RUN pip wheel --no-cache-dir --no-deps --wheel-dir /app/wheels -r requirements.txt
# Production image
FROM python:3.11-slim
# Install Playwright dependencies only
RUN apt-get update && apt-get install -y --no-install-recommends \
libnss3 libnspr4 libatk1.0-0 libatk-bridge2.0-0 \
libcups2 libdrm2 libxkbcommon0 libxcomposite1 \
libxdamage1 libxfixes3 libxrandr2 libgbm1 libasound2 \
&& rm -rf /var/lib/apt/lists/*
WORKDIR /app
# Copy wheels and install
COPY --from=builder /app/wheels /wheels
RUN pip install --no-cache /wheels/*
# Install Playwright browsers
RUN playwright install chromium
# Copy application
COPY . .
# Security: non-root user
RUN useradd -m -u 1000 xtools && chown -R xtools:xtools /app
USER xtools
# Health check
HEALTHCHECK --interval=30s --timeout=10s --start-period=5s --retries=3 \
CMD python -c "import xtools; print('healthy')" || exit 1
CMD ["python", "main.py"]
Multi-Architecture Build¶
# Build for multiple architectures
docker buildx build --platform linux/amd64,linux/arm64 \
-t myregistry/xtools:latest \
--push .
Environment Configuration¶
# config.py
import os
from xtools import XTools
async def create_xtools():
"""Create XTools instance from environment."""
return XTools(
headless=os.getenv("XTOOLS_HEADLESS", "true").lower() == "true",
proxy=os.getenv("XTOOLS_PROXY"),
cookies_path=os.getenv("XTOOLS_COOKIES", "/app/cookies/session.json"),
)
# main.py
async def main():
async with await create_xtools() as x:
await x.auth.load_cookies(os.getenv("XTOOLS_COOKIES"))
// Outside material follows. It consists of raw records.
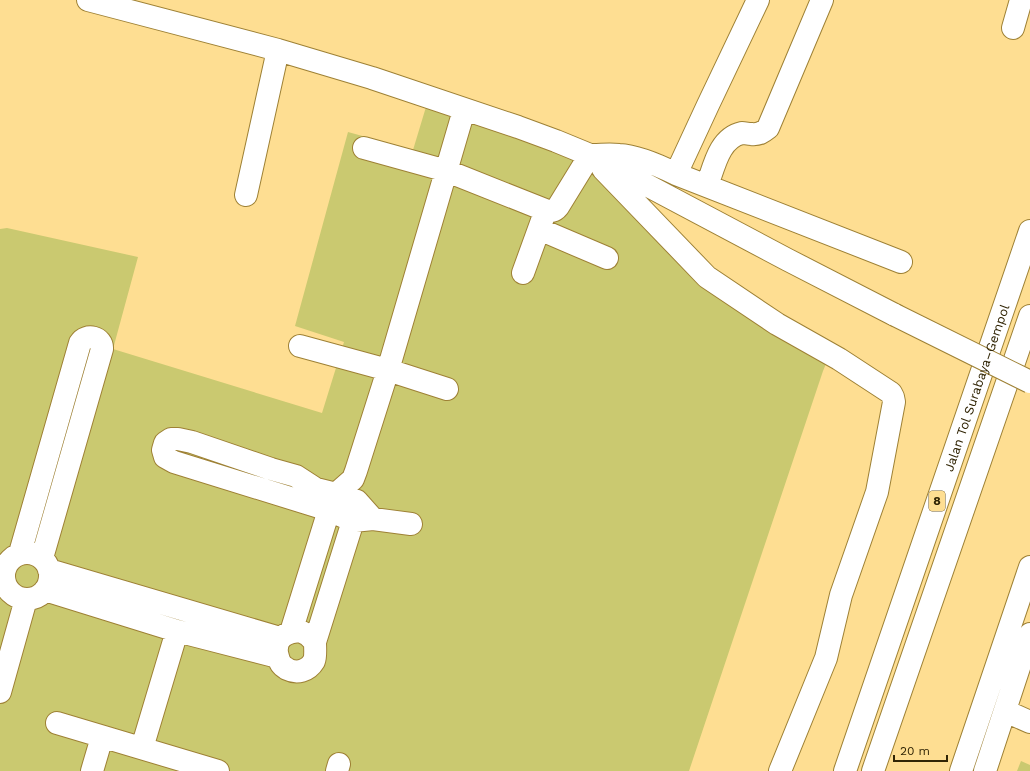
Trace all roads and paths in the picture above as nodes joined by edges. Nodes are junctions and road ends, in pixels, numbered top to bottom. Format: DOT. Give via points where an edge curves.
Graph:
graph roads {
  1 [pos="88,0"];
  2 [pos="758,0"];
  3 [pos="822,0"];
  4 [pos="1021,0"];
  5 [pos="1013,28"];
  6 [pos="278,50"];
  7 [pos="464,110"];
  8 [pos="364,148"];
  9 [pos="590,156"];
  10 [pos="446,171"];
  11 [pos="676,174"];
  12 [pos="707,186"];
  13 [pos="246,195"];
  14 [pos="542,220"];
  15 [pos="1030,231"];
  16 [pos="607,258"];
  17 [pos="901,262"];
  18 [pos="523,273"];
  19 [pos="1030,316"];
  20 [pos="300,346"];
  21 [pos="388,370"];
  22 [pos="1030,382"];
  23 [pos="447,389"];
  24 [pos="353,479"];
  25 [pos="333,502"];
  26 [pos="361,514"];
  27 [pos="411,524"];
  28 [pos="20,553"];
  29 [pos="41,579"];
  30 [pos="1028,580"];
  31 [pos="2,582"];
  32 [pos="1023,611"];
  33 [pos="177,631"];
  34 [pos="1030,634"];
  35 [pos="283,642"];
  36 [pos="315,642"];
  37 [pos="0,692"];
  38 [pos="1005,711"];
  39 [pos="1030,722"];
  40 [pos="57,723"];
  41 [pos="102,737"];
  42 [pos="142,748"];
  43 [pos="92,771"];
  44 [pos="218,771"];
  45 [pos="780,771"];
  46 [pos="845,771"];
  47 [pos="874,771"];
  48 [pos="961,771"];
  49 [pos="985,771"];
  1 -- 6 [label="main road"];
  2 -- 11 [label="main road"];
  3 -- 12 [label="main road" via="768,128 762,133 743,133 729,138 722,148"];
  4 -- 5 [label="main road"];
  6 -- 7 [label="main road" via="372,78"];
  6 -- 13 [label="main road"];
  7 -- 9 [label="main road" via="518,127"];
  7 -- 10 [label="main road"];
  8 -- 10 [label="main road"];
  9 -- 11 [label="main road" via="630,156"];
  9 -- 14 [label="main road" via="558,207"];
  9 -- 22 [label="main road, bridge" via="895,315"];
  9 -- 45 [label="main road" via="707,277 777,324 839,359 893,396 877,492 841,595 826,658"];
  10 -- 14 [label="main road"];
  10 -- 21 [label="main road"];
  11 -- 12 [label="main road"];
  12 -- 17 [label="main road"];
  14 -- 16 [label="main road"];
  14 -- 18 [label="main road"];
  15 -- 46 [label="main road, Jalan Tol Surabaya–Gempol / 8"];
  19 -- 47 [label="main road, 8"];
  20 -- 21 [label="main road"];
  21 -- 23 [label="main road"];
  21 -- 24 [label="main road"];
  24 -- 25 [label="main road"];
  24 -- 26 [label="main road"];
  25 -- 25 [label="main road" via="174,462 164,457 165,443 171,439 192,442 296,476"];
  25 -- 26 [label="main road"];
  25 -- 35 [label="main road"];
  26 -- 27 [label="main road"];
  26 -- 36 [label="main road"];
  28 -- 29 [label="main road" via="29,552"];
  28 -- 29 [label="main road" via="80,343 87,337 93,338 100,341 102,349"];
  28 -- 31 [label="main road" via="9,560"];
  29 -- 31 [label="main road" via="14,596"];
  29 -- 33 [label="main road"];
  29 -- 35 [label="main road"];
  29 -- 37 [label="main road"];
  30 -- 32 [label="main road"];
  32 -- 48 [label="main road"];
  33 -- 35 [label="main road"];
  33 -- 42 [label="main road"];
  34 -- 38 [label="main road"];
  35 -- 36 [label="main road" via="300,631"];
  35 -- 36 [label="main road" via="282,666 292,672 301,672 314,660"];
  38 -- 39 [label="main road"];
  38 -- 49 [label="main road"];
  40 -- 41 [label="main road"];
  41 -- 42 [label="main road"];
  41 -- 43 [label="main road"];
  42 -- 44 [label="main road"];
}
# Your scraping logic here
Kubernetes Deployment¶
# k8s/deployment.yaml
apiVersion: apps/v1
kind: Deployment
metadata:
name: xtools-worker
spec:
replicas: 5
selector:
matchLabels:
app: xtools-worker
template:
metadata:
labels:
app: xtools-worker
spec:
containers:
- name: worker
image: myregistry/xtools:latest
resources:
requests:
memory: "512Mi"
cpu: "250m"
limits:
memory: "1Gi"
cpu: "500m"
env:
- name: REDIS_URL
valueFrom:
secretKeyRef:
name: xtools-secrets
key: redis-url
volumeMounts:
- name: cookies
mountPath: /app/cookies
volumes:
- name: cookies
secret:
secretName: xtools-cookies
Resource Limits
Playwright/Chromium is memory-intensive. Allocate at least 512Mi per container.
Docker Volume Management¶
# Persist cookies and data across container restarts
async def setup_persistence():
"""Setup persistent storage in Docker."""
from pathlib import Path
data_dir = Path("/app/data")
cookies_dir = Path("/app/cookies")
data_dir.mkdir(exist_ok=True)
cookies_dir.mkdir(exist_ok=True)
async with XTools() as x:
cookies_path = cookies_dir / "session.json"
if cookies_path.exists():
await x.auth.load_cookies(str(cookies_path))
# Perform operations...
# Save session for next run
await x.auth.save_cookies(str(cookies_path))
Logging Configuration¶
# logging_config.py
import logging
import sys
def setup_docker_logging():
"""Configure logging for Docker (stdout/stderr)."""
logging.basicConfig(
level=logging.INFO,
format='%(asctime)s - %(name)s - %(levelname)s - %(message)s',
handlers=[
logging.StreamHandler(sys.stdout)
]
)
# JSON logging for log aggregation
try:
import json_logging
json_logging.init_non_web()
except ImportError:
pass
setup_docker_logging()
CI/CD Pipeline¶
# .github/workflows/docker.yml
name: Docker Build
on:
push:
branches: [main]
jobs:
build:
runs-on: ubuntu-latest
steps:
- uses: actions/checkout@v4
- name: Build and push
uses: docker/build-push-action@v5
with:
context: .
push: true
tags: ghcr.io/${{ github.repository }}:latest
cache-from: type=gha
cache-to: type=gha,mode=max
Health Checks and Monitoring¶
# health.py
from fastapi import FastAPI
from xtools import XTools
app = FastAPI()
@app.get("/health")
async def health_check():
"""Docker health check endpoint."""
try:
async with XTools(headless=True) as x:
# Quick connectivity test
await x.browser.test_connection()
return {"status": "healthy"}
except Exception as e:
return {"status": "unhealthy", "error": str(e)}
@app.get("/ready")
async def readiness_check():
"""Kubernetes readiness probe."""
return {"status": "ready"}
Graceful Shutdown
Handle SIGTERM for clean browser shutdown in containers.